Si ledent Donald Trump met à exécution sa menace d'imposer des droits de douane à l'UE, cela pourrait involontairement favoriser les entreprises britanniques.
Suite au vote sur le Brexit en 2016, de nombreuses entreprises ont délocalisé leurs activités vers l'Europe continentale, ce qui a entraîné des pertes d'investissements et de personnel pour les entreprises britanniques.
Les droits de douane de 30 % que Trump prévoit d'imposer à l'UE pourraient changer la donne, incitant certaines entreprises à revenir au Royaume-Uni ou à y développer leurs activités.
Alex Altmann, associé et responsable du bureau allemand du cabinet d'expertise comptable et de conseil aux entreprises Lubbock Fine, basé à Londres, a même déclaré : « Le Royaume-Uni pourrait être un grand gagnant indirect. »

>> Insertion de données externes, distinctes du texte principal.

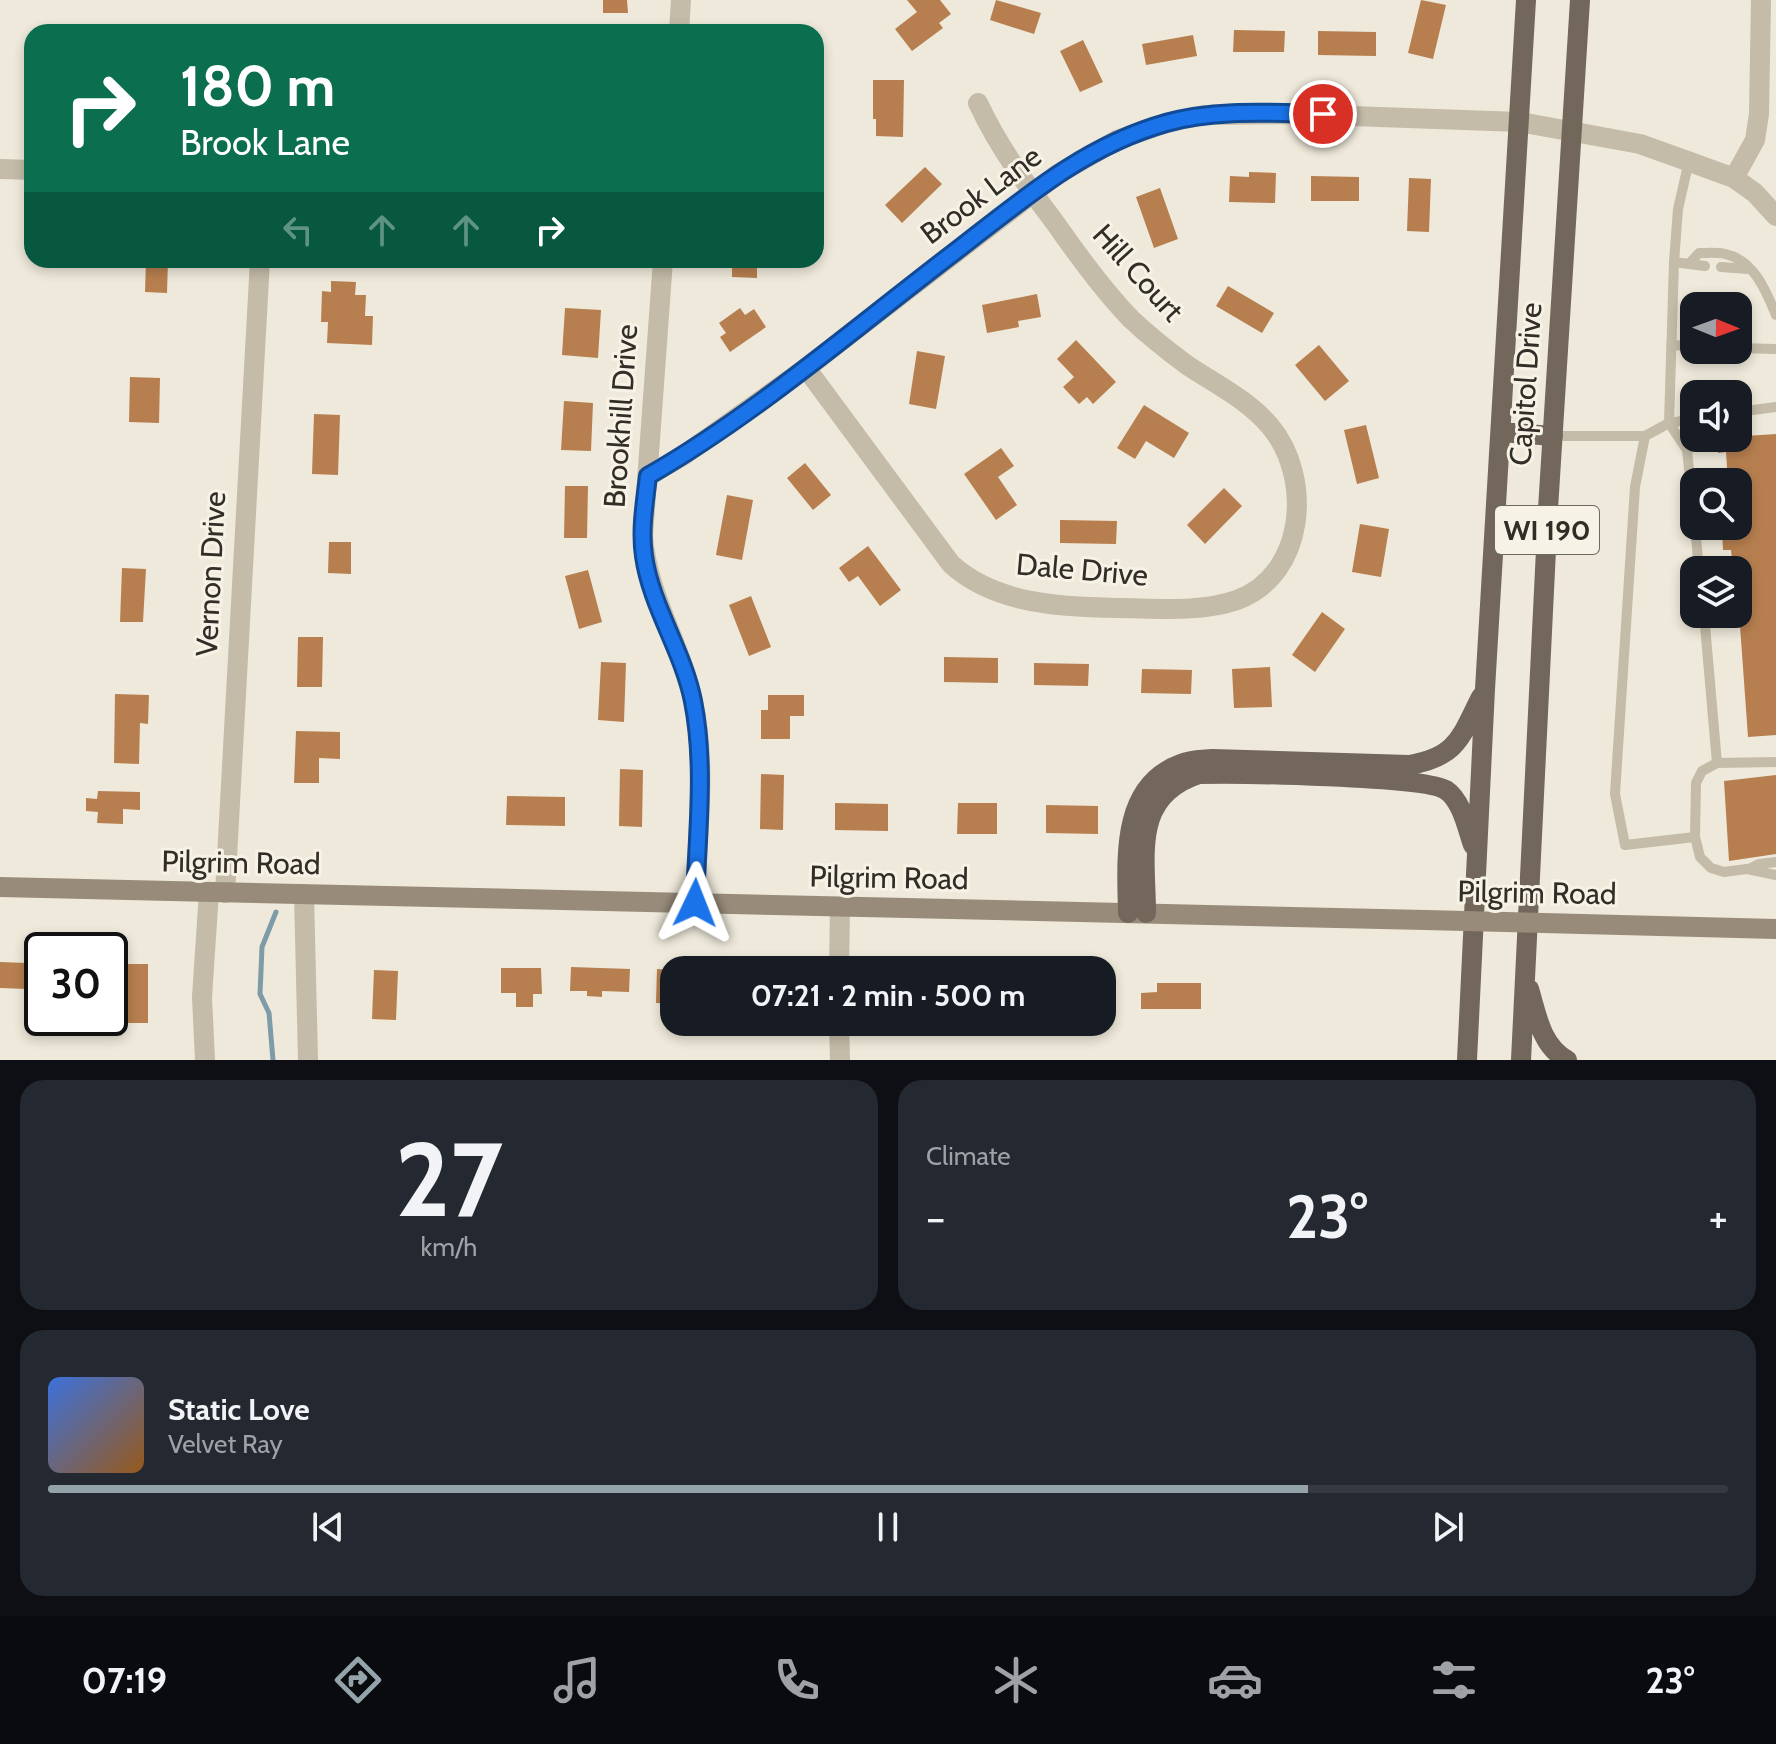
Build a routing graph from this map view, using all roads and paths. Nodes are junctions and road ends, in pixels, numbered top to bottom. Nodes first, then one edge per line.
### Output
1 (681, 0) edge
2 (1526, 0) edge
3 (1580, 0) edge
4 (1761, 0) edge
5 (680, 24) edge
6 (978, 103) dead end
7 (1520, 122) junction
8 (1574, 132) junction
9 (1689, 161) junction
10 (0, 169) edge
11 (24, 170) edge
12 (1734, 178) junction
13 (1032, 193) junction
14 (1776, 216) edge
15 (1674, 262) junction
16 (1689, 264) junction
17 (1705, 266) dead end
18 (1721, 267) dead end
19 (259, 268) edge
20 (662, 268) edge
21 (1750, 269) junction
22 (1776, 315) edge
23 (1671, 345) junction
24 (1680, 345) edge
25 (1752, 348) edge
26 (1776, 349) edge
27 (806, 368) junction
28 (1776, 407) edge
29 (1752, 410) edge
30 (1680, 421) edge
31 (1669, 423) junction
32 (1501, 432) junction
33 (1553, 436) junction
34 (1645, 436) junction
35 (1286, 452) joint
36 (1689, 468) edge
37 (648, 476) junction
38 (1705, 628) edge
39 (1485, 689) junction
40 (1776, 762) edge
41 (1717, 763) junction
42 (1695, 837) junction
43 (1477, 854) junction
44 (1776, 862) edge
45 (1747, 869) junction
46 (1776, 875) edge
47 (0, 887) edge
48 (217, 892) junction
49 (304, 894) junction
50 (695, 903) junction
51 (840, 907) junction
52 (1137, 913) junction
53 (1776, 929) edge
54 (839, 956) edge
55 (1524, 973) junction
56 (839, 1036) edge
57 (205, 1060) edge
58 (308, 1060) edge
59 (840, 1060) edge
60 (1467, 1060) edge
61 (1521, 1060) edge
62 (1567, 1060) edge

1 - 5 street
2 - 7 main road, Capitol Drive / WI 190
3 - 8 main road, Capitol Drive / WI 190
4 - 12 street
6 - 13 street, Hill Court
7 - 8 street, Brook Lane
7 - 13 street, Brook Lane
7 - 32 main road, Capitol Drive / WI 190
8 - 9 street, Brook Lane
8 - 33 main road, Capitol Drive / WI 190
9 - 12 street, Brook Lane
9 - 15 lane
10 - 11 street
12 - 14 street, Brook Lane
13 - 27 street, Brook Lane
13 - 35 street, Hill Court
15 - 16 lane
15 - 23 lane
16 - 17 lane
16 - 21 lane
18 - 21 lane
19 - 48 street, Vernon Drive
20 - 37 street, Brookhill Drive
21 - 22 lane
23 - 24 lane
23 - 31 lane
25 - 26 lane
27 - 35 street, Dale Drive
27 - 37 street, Brook Lane
28 - 29 lane
30 - 31 lane
31 - 34 lane
31 - 36 lane
32 - 33 main road
32 - 39 main road, Capitol Drive / WI 190
33 - 34 lane
33 - 55 main road, Capitol Drive / WI 190
34 - 42 lane
37 - 50 street, Brookhill Drive
38 - 41 lane
39 - 43 main road, Capitol Drive / WI 190
39 - 52 main road
40 - 41 lane
41 - 42 lane
42 - 45 lane
43 - 52 main road
43 - 60 main road, Capitol Drive / WI 190
44 - 45 lane
45 - 46 lane
47 - 48 main road, Pilgrim Road
48 - 49 main road, Pilgrim Road
48 - 57 street, Vernon Drive
49 - 50 main road, Pilgrim Road
49 - 58 street
50 - 51 main road, Pilgrim Road
51 - 52 main road, Pilgrim Road
51 - 54 street
52 - 53 main road, Pilgrim Road, bridge
55 - 61 main road, Capitol Drive / WI 190
55 - 62 main road
56 - 59 street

Altmann a affirmé que l'industrie manufacturière britannique pourrait être relancée
Altmann a fait valoir que si les droits de douane de l'UE atteignaient 30 %, les droits de douane américains, plus faibles, appliqués par le Royaume-Uni pourraient inciter les entreprises européennes à délocaliser ou à développer leur production en Grande-Bretagne. Il a ajouté que le Brexit avait laissé le Royaume-Uni avec des capacités de production inexploitées. Par conséquent, un écart tarifaire important avec l'UE pourrait s'avérer crucial pour lui permettre de retrouver son statut de pôle industriel majeur.
Les droits de douane imposés par Trump doivent entrer en vigueur le 1er août, à moins qu'un accord ne soit trouvé entre l'UE et les États-Unis. Le Royaume-Uni a signé un accord commercial avec les États-Unis qui réduit les droits de douane sur les automobiles à 10 % et lui accorde le tarif le plus bas sur l'acier. Il a également conclu un accord de « réinitialisation » avec l'UE, négocié par le Premier ministre Keir Starmer, opposé au Brexit, afin d'apaiser les tensions après des années de désaccords.
L'impact du Brexit sur le Royaume-Uni reste l'un des sujets les plus débattus, et les partisans comme les opposants sont toujours divisés quant à son caractère bénéfique ou néfaste pour le pays. Toutefois, les économistes s'accordent à dire qu'il nuit aux exportations, au marché du travail et à la dynamique économique du pays.
Après le Brexit, des géants de la finance comme Goldman Sachs et JPMorgan ont commencé à transférer leurs actifs et leur personnel vers des villes comme Dublin, Paris et Francfort pour éviter les complexités de la réglementation transfrontalière.
Cependant, après le Brexit, le Royaume-Uni reste dépendant de l'UE. Selon la Commission européenne, l'UE a assuré plus de 50 % du commerce extérieur britannique de marchandises en 2024.
Bien que le Bureau de la responsabilité budgétaire prévoie qu'à long terme, le commerce britannique — exportations et importations confondues — diminuera d'environ 15 % par rapport à un scénario dans lequel le Royaume-Uni serait resté dans l'UE.
Nickel estime que le Royaume-Uni ne tirera aucun avantage des droits de douane américains sur les produits de l'UE
On ignore si Trump appliquera le droit de douane de 30 % le 1er août. Cependant, ses tendances imprévisibles laissent présager une possible éventualité ; l’UE pourrait voir le taux de 50 % initialement envisagé ramené à un niveau inférieur, proche des 10 % qu’elle avait demandés.
Certains analystes, dont Carsten Nickel, directeur général de Teneo, estiment que le Royaume-Uni a peu de chances de tirer profit des perturbations commerciales affectant l'UE. Selon lui, la proposition d'instaurer un droit de douane de 30 % sur les produits de l'UE reste floue et, même si elle était mise en œuvre, n'entraînerait pas un retour immédiat des investissements des entreprises au Royaume-Uni.
Il a ajouté que même si les entreprises délocalisaient leur production, il faudrait des années pour que cela se mette en place. Il a également souligné que l'avantage comparatif du Royaume-Uni résidait dans les services financiers, contrairement à des pays comme l'Allemagne et l'Italie, où le secteur manufacturier est bien plus ancré dans le soutien aux exportations.